Member of the Michigan House of Representatives from the 86th district
- Incumbent
- Assumed office January 1, 2023
- Preceded by: Thomas Albert

Mayor of Holland
- In office November 9, 2015 – November 1, 2019
- Preceded by: Bob Vande Vusse
- Succeeded by: Nathan Bocks

Personal details
- Born: Grand Rapids, Michigan, U.S.
- Party: Republican
- Education: Calvin College

= Nancy DeBoer =

American politician from Michigan

Nancy R. DeBoer is an American politician from Michigan. A member of the Republican Party, she was elected to the Michigan House of Representatives in the 2022 election from 86th district.

==Early life and career==
DeBoer has a bachelor's degree in secondary education from Calvin University.

Before entering local politics, DeBoer was a high school educator, teaching English at Holland Christian High School.

She was also a local morning radio talk show host at 1260 “The Pledge” for two years and for 17 years served as the executive director of the West Michigan Character Council.

==City politics==
DeBoer was a part of city government for 14 years on the Holland, Michigan city council, the first ten years as an at-large councilmember (2005-2015) and served two terms as mayor (2015-2019).

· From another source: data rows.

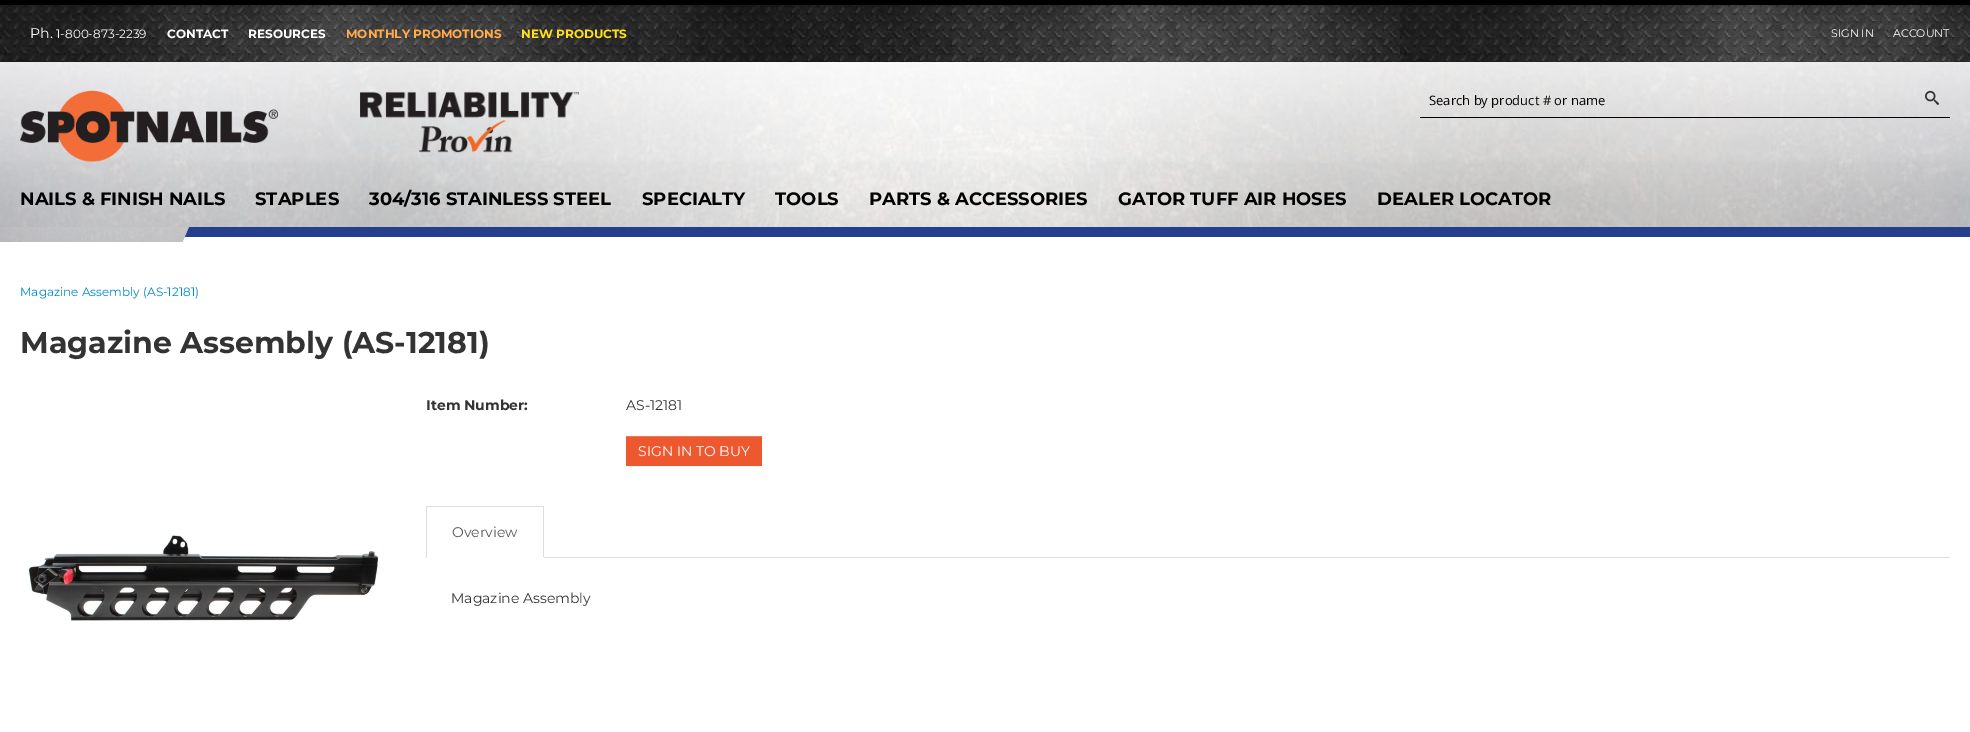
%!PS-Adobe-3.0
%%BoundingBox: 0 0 1970 732
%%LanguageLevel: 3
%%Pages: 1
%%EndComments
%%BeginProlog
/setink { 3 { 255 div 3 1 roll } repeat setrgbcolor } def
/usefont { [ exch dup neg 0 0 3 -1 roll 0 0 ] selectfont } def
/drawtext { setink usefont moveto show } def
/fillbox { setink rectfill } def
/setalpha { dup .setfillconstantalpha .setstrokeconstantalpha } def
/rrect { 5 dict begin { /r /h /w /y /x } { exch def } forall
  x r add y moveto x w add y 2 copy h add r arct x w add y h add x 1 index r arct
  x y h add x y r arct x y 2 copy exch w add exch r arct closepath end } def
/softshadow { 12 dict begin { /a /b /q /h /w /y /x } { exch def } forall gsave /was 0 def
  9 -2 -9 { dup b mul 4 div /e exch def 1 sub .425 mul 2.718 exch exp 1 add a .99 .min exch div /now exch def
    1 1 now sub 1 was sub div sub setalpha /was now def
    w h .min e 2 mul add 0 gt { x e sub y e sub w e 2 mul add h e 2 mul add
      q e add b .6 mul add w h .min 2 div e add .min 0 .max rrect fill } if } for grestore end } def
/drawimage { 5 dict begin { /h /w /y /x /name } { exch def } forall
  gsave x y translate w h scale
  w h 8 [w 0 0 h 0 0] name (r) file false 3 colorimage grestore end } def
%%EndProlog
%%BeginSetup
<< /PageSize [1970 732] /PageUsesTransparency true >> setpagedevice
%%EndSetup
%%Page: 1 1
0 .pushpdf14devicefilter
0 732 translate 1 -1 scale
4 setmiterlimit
0 0 1970 732 255 255 255 fillbox
(assets/img1.rgb) 0 5 1970 57 drawimage
0 0 1970 5 0 0 0 fillbox
(Ph.) 30 38 /Montserrat-Regular 14 255 255 255 drawtext
(1-800-873-2239) 56 38 /Montserrat-Regular 12 255 255 255 drawtext
(CONTACT) 167 38 /Montserrat-Bold 12 255 255 255 drawtext
(RESOURCES) 248 38 /Montserrat-Bold 12 255 255 255 drawtext
(MONTHLY PROMOTIONS) 346 38 /Montserrat-Bold 12 255 172 73 drawtext
(NEW PRODUCTS) 521 38 /Montserrat-Bold 12 255 222 29 drawtext
(assets/img2.rgb) 0 62 1970 165 drawimage
(SIGN IN) 1831 37 /Montserrat-Regular 11 255 255 255 drawtext
(ACCOUNT) 1893 37 /Montserrat-Regular 11 255 255 255 drawtext
(NAILS & FINISH NAILS) 20 205 /Montserrat-Bold 18 0 0 0 drawtext
(STAPLES) 255 205 /Montserrat-Bold 18 0 0 0 drawtext
(304/316 STAINLESS STEEL) 369 205 /Montserrat-Bold 18 0 0 0 drawtext
(SPECIALTY) 642 205 /Montserrat-Bold 18 0 0 0 drawtext
(TOOLS) 775 205 /Montserrat-Bold 18 0 0 0 drawtext
(PARTS & ACCESSORIES) 869 205 /Montserrat-Bold 18 0 0 0 drawtext
(GATOR TUFF AIR HOSES) 1118 205 /Montserrat-Bold 18 0 0 0 drawtext
(DEALER LOCATOR) 1377 205 /Montserrat-Bold 18 0 0 0 drawtext
(assets/img3.rgb) 20 90 258 72 drawimage
(assets/img4.rgb) 360 91 219 62 drawimage
1420 117 530 1 0 0 0 fillbox
(Search by product # or name) 1429 105 /OpenSans-Regular 13 0 0 0 drawtext
(assets/img5.rgb) 1925 90 14 15 drawimage
189 227 1781 10 37 63 142 fillbox
(assets/img6.rgb) 0 227 189 15 drawimage
(Magazine Assembly \(AS-12181\)) 20 296 /Montserrat-Regular 12 0 136 204 drawtext
(Magazine Assembly \(AS-12181\)) 20 353 /Montserrat-Bold 30 51 51 51 drawtext
(assets/img7.rgb) 27 534 352 87 drawimage
(Item Number:) 426 410 /Montserrat-Bold 14 51 51 51 drawtext
(AS-12181) 626 410 /Montserrat-Regular 14 51 51 51 drawtext
0 0 0 setink
626 437 136 30 0 1 0.05 softshadow
626 437 136 29 238 88 47 fillbox
626 436 136 1 241 121 89 fillbox
(SIGN IN TO BUY) 638 456 /Montserrat-Regular 14 255 255 255 drawtext
544 557 1406 1 221 221 221 fillbox
426 506 118 1 221 221 221 fillbox
543 506 1 52 221 221 221 fillbox
543 557 1 1 255 255 255 fillbox
426 506 1 52 221 221 221 fillbox
(Overview) 452 537 /Montserrat-Regular 14 85 85 85 drawtext
(Magazine Assembly) 451 603 /Montserrat-Regular 14 51 51 51 drawtext
.poppdf14devicefilter showpage
%%EOF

==Michigan House of Representatives==
In 2022, DeBoer ran for state House in District 86, an open seat created during the 2020 redistricting cycle. District 86 encompasses all of the City of Holland, as well as all of Park Township and most of Holland Charter Township in Ottawa County and all of Laketown Township in Allegan County.

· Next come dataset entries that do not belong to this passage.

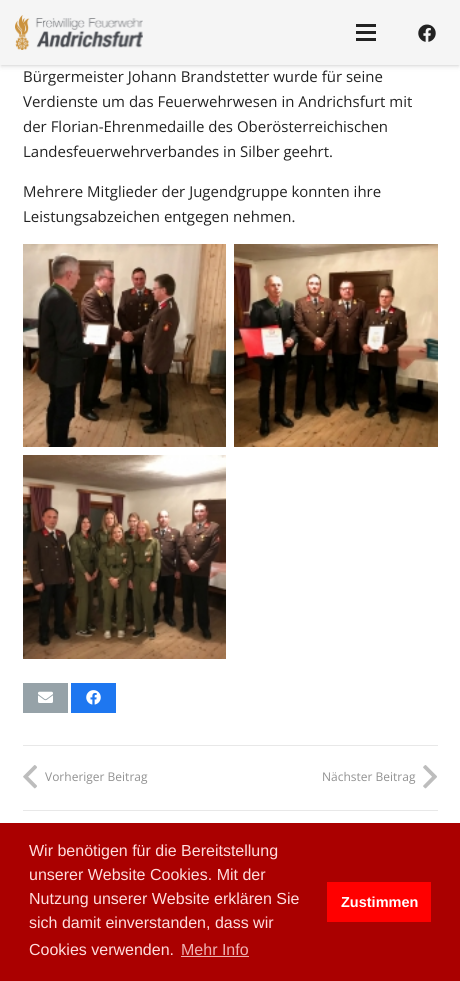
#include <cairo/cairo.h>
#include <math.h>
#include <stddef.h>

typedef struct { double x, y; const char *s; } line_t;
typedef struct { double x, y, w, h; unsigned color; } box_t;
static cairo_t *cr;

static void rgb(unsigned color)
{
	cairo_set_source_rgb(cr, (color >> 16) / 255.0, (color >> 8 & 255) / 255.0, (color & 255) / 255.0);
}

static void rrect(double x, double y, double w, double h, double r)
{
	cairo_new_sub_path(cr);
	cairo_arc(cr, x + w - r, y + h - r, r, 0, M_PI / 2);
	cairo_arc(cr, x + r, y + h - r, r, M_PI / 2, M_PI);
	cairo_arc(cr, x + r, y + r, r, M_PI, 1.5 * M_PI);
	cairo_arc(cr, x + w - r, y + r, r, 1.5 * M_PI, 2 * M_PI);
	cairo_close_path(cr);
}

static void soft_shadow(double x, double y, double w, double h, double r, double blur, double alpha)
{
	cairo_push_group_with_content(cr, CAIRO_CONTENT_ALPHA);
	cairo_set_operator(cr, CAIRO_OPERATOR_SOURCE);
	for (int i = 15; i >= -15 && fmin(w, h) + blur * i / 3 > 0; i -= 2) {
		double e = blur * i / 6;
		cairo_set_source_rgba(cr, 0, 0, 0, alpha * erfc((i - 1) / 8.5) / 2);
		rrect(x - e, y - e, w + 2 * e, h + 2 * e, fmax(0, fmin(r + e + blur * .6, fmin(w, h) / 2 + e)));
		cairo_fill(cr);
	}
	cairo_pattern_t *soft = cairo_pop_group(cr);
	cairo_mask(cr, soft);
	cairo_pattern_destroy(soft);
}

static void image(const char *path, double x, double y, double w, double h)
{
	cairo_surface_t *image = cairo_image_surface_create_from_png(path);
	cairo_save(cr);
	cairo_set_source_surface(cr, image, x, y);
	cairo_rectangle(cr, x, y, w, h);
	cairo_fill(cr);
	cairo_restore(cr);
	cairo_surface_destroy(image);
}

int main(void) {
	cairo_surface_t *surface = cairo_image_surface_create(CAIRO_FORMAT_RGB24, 460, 981);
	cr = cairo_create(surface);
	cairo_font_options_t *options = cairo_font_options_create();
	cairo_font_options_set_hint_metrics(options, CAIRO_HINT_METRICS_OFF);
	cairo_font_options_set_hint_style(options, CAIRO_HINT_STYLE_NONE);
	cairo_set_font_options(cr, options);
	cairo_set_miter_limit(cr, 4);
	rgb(0xffffff);
	cairo_paint(cr);
	rgb(0x000000);
	soft_shadow(1, 3, 458, 63, 0, 0.5, 0.05);
	soft_shadow(1, 4, 458, 63, 0, 2.5, 0.1);
	rgb(0xf5f5f5);
	cairo_rectangle(cr, 0, 0, 460, 65);
	cairo_fill(cr);
	image("img/1.png", 15, 15, 128, 35);
	{
		static const box_t items[] = {
			{356, 31, 20, 3, 0x222222},
			{356, 24, 20, 3, 0x222222},
			{356, 38, 20, 3, 0x222222},
		};
		for (size_t i = 0; i < sizeof items / sizeof *items; i++) {
			rgb(items[i].color);
			cairo_rectangle(cr, items[i].x, items[i].y, items[i].w, items[i].h);
			cairo_fill(cr);
		}
	}
	image("img/2.png", 418, 24, 18, 18);
	image("img/3.png", 23, 244, 203, 203);
	image("img/4.png", 234, 244, 204, 203);
	image("img/5.png", 23, 455, 203, 204);
	rgb(0x96a2a8);
	cairo_rectangle(cr, 23, 683, 45, 30);
	cairo_fill(cr);
	image("img/6.png", 38, 691, 15, 12);
	rgb(0x1e77f0);
	cairo_rectangle(cr, 71, 683, 45, 30);
	cairo_fill(cr);
	image("img/7.png", 86, 690, 15, 15);
	rgb(0xe8e8e8);
	cairo_rectangle(cr, 23, 745, 415, 1);
	cairo_fill(cr);
	image("img/8.png", 23, 765, 14, 24);
	image("img/9.png", 423, 765, 14, 24);
	{
		static const box_t items[] = {
			{23, 810, 415, 1, 0xe8e8e8},
			{0, 823, 460, 158, 0xaa0000},
			{181, 956, 68, 1, 0xeeb1b1},
			{327, 882, 104, 40, 0xff0000},
		};
		for (size_t i = 0; i < sizeof items / sizeof *items; i++) {
			rgb(items[i].color);
			cairo_rectangle(cr, items[i].x, items[i].y, items[i].w, items[i].h);
			cairo_fill(cr);
		}
	}
	cairo_select_font_face(cr, "Open Sans", CAIRO_FONT_SLANT_NORMAL, CAIRO_FONT_WEIGHT_NORMAL);
	cairo_set_font_size(cr, 15);
	rgb(0x222222);
	{
		static const line_t items[] = {
			{23, 82, "Bürgermeister Johann Brandstetter wurde für seine"},
			{23, 107, "Verdienste um das Feuerwehrwesen in Andrichsfurt mit"},
			{23, 132, "der Florian-Ehrenmedaille des Oberösterreichischen"},
			{23, 157, "Landesfeuerwehrverbandes in Silber geehrt."},
			{23, 197, "Mehrere Mitglieder der Jugendgruppe konnten ihre"},
			{23, 222, "Leistungsabzeichen entgegen nehmen."},
		};
		for (size_t i = 0; i < sizeof items / sizeof *items; i++) {
			cairo_move_to(cr, items[i].x, items[i].y);
			cairo_show_text(cr, items[i].s);
		}
	}
	cairo_set_font_size(cr, 12);
	rgb(0x919191);
	cairo_move_to(cr, 45, 781);
	cairo_show_text(cr, "Vorheriger Beitrag");
	cairo_move_to(cr, 322, 781);
	cairo_show_text(cr, "Nächster Beitrag");
	cairo_select_font_face(cr, "Liberation Sans", CAIRO_FONT_SLANT_NORMAL, CAIRO_FONT_WEIGHT_NORMAL);
	cairo_set_font_size(cr, 16);
	rgb(0xffdddd);
	{
		static const line_t items[] = {
			{29, 856, "Wir benötigen für die Bereitstellung"},
			{29, 880, "unserer Website Cookies. Mit der"},
			{29, 904, "Nutzung unserer Website erklären Sie"},
			{29, 928, "sich damit einverstanden, dass wir"},
			{29, 955, "Cookies verwenden."},
		};
		for (size_t i = 0; i < sizeof items / sizeof *items; i++) {
			cairo_move_to(cr, items[i].x, items[i].y);
			cairo_show_text(cr, items[i].s);
		}
	}
	rgb(0xeeb1b1);
	cairo_move_to(cr, 181, 955);
	cairo_show_text(cr, "Mehr Info");
	cairo_select_font_face(cr, "Liberation Sans", CAIRO_FONT_SLANT_NORMAL, CAIRO_FONT_WEIGHT_BOLD);
	cairo_set_font_size(cr, 14.5);
	rgb(0xffffff);
	cairo_move_to(cr, 341, 907);
	cairo_show_text(cr, "Zustimmen");
	cairo_surface_write_to_png(surface, "page.png");
	cairo_font_options_destroy(options);
	cairo_destroy(cr);
	cairo_surface_destroy(surface);
	return 0;
}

In the 2022 Republican primary, DeBoer defeated Seth Getz 62% to 38%.

In the 2022 general election, she defeated Democrat Larry Jackson 56.2% to 43.8%.

In the 2024 general election, DeBoer defeated Democrat Abby Klomparens 56.3% to 43.7%.

== Political positions ==
DeBoer is largely anti-abortion. In both her 2022 and 2024 election victories, she was endorsed by the Michigan Right to Life PAC.

In 2011, as a city council member, she voted against an update to include protections for members of the LGBTQ+ community in Holland's anti-discrimination ordinance. On August 20, 2020, Holland adopted those changes to the city's anti-discrimination ordinance in an 8-1 vote. DeBoer was no longer on the council.